• TASK DESCRIPTION: Return the lines below in which the string "Berkley" occurs.

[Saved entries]
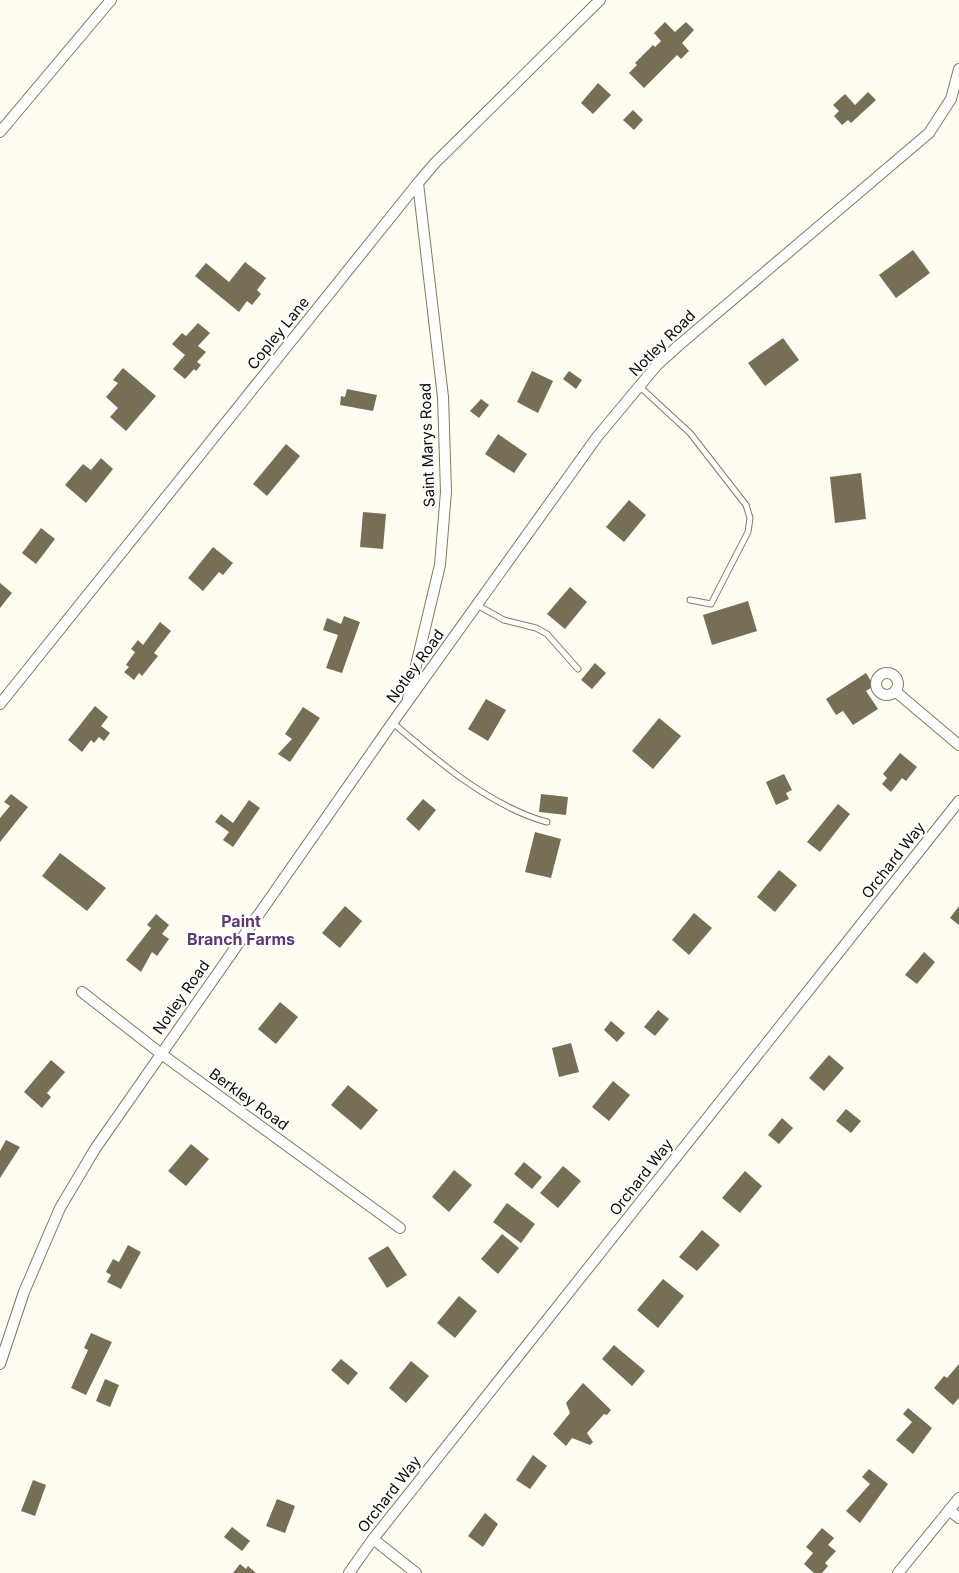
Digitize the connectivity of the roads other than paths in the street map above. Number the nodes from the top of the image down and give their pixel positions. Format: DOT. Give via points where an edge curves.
graph roads {
  1 [pos="111,0"];
  2 [pos="600,0"];
  3 [pos="959,69"];
  4 [pos="957,86"];
  5 [pos="0,132"];
  6 [pos="418,183"];
  7 [pos="639,386"];
  8 [pos="690,600"];
  9 [pos="477,605"];
  10 [pos="578,669"];
  11 [pos="895,691"];
  12 [pos="0,704"];
  13 [pos="407,704"];
  14 [pos="393,722"];
  15 [pos="959,745"];
  16 [pos="959,801"];
  17 [pos="547,822"];
  18 [pos="82,992"];
  19 [pos="160,1053"];
  20 [pos="400,1228"];
  21 [pos="0,1364"];
  22 [pos="959,1498"];
  23 [pos="949,1510"];
  24 [pos="959,1518"];
  25 [pos="373,1539"];
  26 [pos="349,1573"];
  27 [pos="416,1573"];
  28 [pos="898,1573"];
  1 -- 5 [label="street"];
  2 -- 6 [label="street, Copley Lane"];
  3 -- 4 [label="street, Notley Road"];
  4 -- 7 [label="street, Notley Road" via="928,133 710,317 657,365"];
  6 -- 12 [label="street, Copley Lane"];
  6 -- 13 [label="street, Saint Marys Road" via="443,397 446,492 440,565"];
  7 -- 8 [label="lane" via="690,433 746,505 750,518 748,532 711,604"];
  7 -- 9 [label="street, Notley Road" via="597,436"];
  9 -- 10 [label="lane" via="504,620 547,634"];
  9 -- 13 [label="street, Notley Road"];
  11 -- 15 [label="street"];
  13 -- 14 [label="street, Notley Road"];
  14 -- 17 [label="lane" via="455,774 531,818"];
  14 -- 19 [label="street, Notley Road"];
  16 -- 25 [label="street, Orchard Way"];
  18 -- 19 [label="street, Berkley Road"];
  19 -- 20 [label="street, Berkley Road"];
  19 -- 21 [label="street, Notley Road" via="94,1149 60,1208 24,1292"];
  22 -- 23 [label="street"];
  23 -- 24 [label="street"];
  23 -- 28 [label="street"];
  25 -- 26 [label="street, Orchard Way"];
  25 -- 27 [label="street"];
}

• ANSWER SPACE:
  18 -- 19 [label="street, Berkley Road"];
  19 -- 20 [label="street, Berkley Road"];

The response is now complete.